- _Task brief_
Return, word for word, every entry in the listing below, but not its images.

※ ※ ※

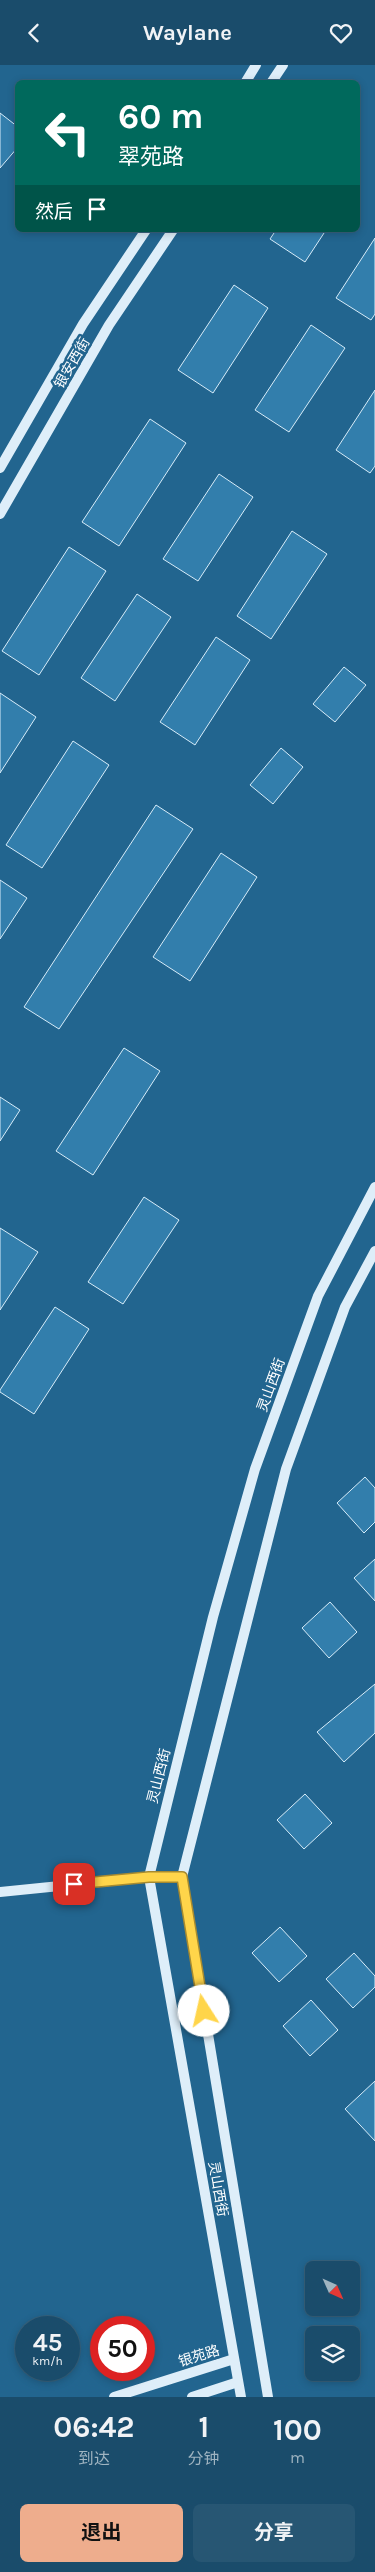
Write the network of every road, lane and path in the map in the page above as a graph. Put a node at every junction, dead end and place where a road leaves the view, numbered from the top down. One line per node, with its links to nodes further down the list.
1 (256, 65): 3 (main road)
2 (283, 65): 4 (main road)
3 (247, 80)
4 (274, 80)
5 (145, 232): 7 (main road, 银安西街)
6 (172, 232): 8 (main road, 银安西街)
7 (0, 468)
8 (0, 514)
9 (375, 1187): 11 (main road, 灵山西街)
10 (375, 1251): 12 (main road, 灵山西街)
11 (149, 1877): 12 (main road); 13 (main road); 14 (main road, 灵山西街)
12 (182, 1877): 19 (main road, 灵山西街)
13 (0, 1892)
14 (234, 2359): 15 (main road, 灵山西街); 16 (main road, 银苑路)
15 (238, 2382): 17 (main road); 18 (main road, 灵山西街)
16 (114, 2397)
17 (192, 2397)
18 (241, 2397)
19 (268, 2397)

※ ※ ※

- _Problem solution_
Write the network of every road, lane and path in the map in the page above as a graph. Put a node at every junction, dead end and place where a road leaves the view, numbered from the top down. One line per node, with its links to nodes further down the list.
1 (256, 65): 3 (main road)
2 (283, 65): 4 (main road)
3 (247, 80)
4 (274, 80)
5 (145, 232): 7 (main road, 银安西街)
6 (172, 232): 8 (main road, 银安西街)
7 (0, 468)
8 (0, 514)
9 (375, 1187): 11 (main road, 灵山西街)
10 (375, 1251): 12 (main road, 灵山西街)
11 (149, 1877): 12 (main road); 13 (main road); 14 (main road, 灵山西街)
12 (182, 1877): 19 (main road, 灵山西街)
13 (0, 1892)
14 (234, 2359): 15 (main road, 灵山西街); 16 (main road, 银苑路)
15 (238, 2382): 17 (main road); 18 (main road, 灵山西街)
16 (114, 2397)
17 (192, 2397)
18 (241, 2397)
19 (268, 2397)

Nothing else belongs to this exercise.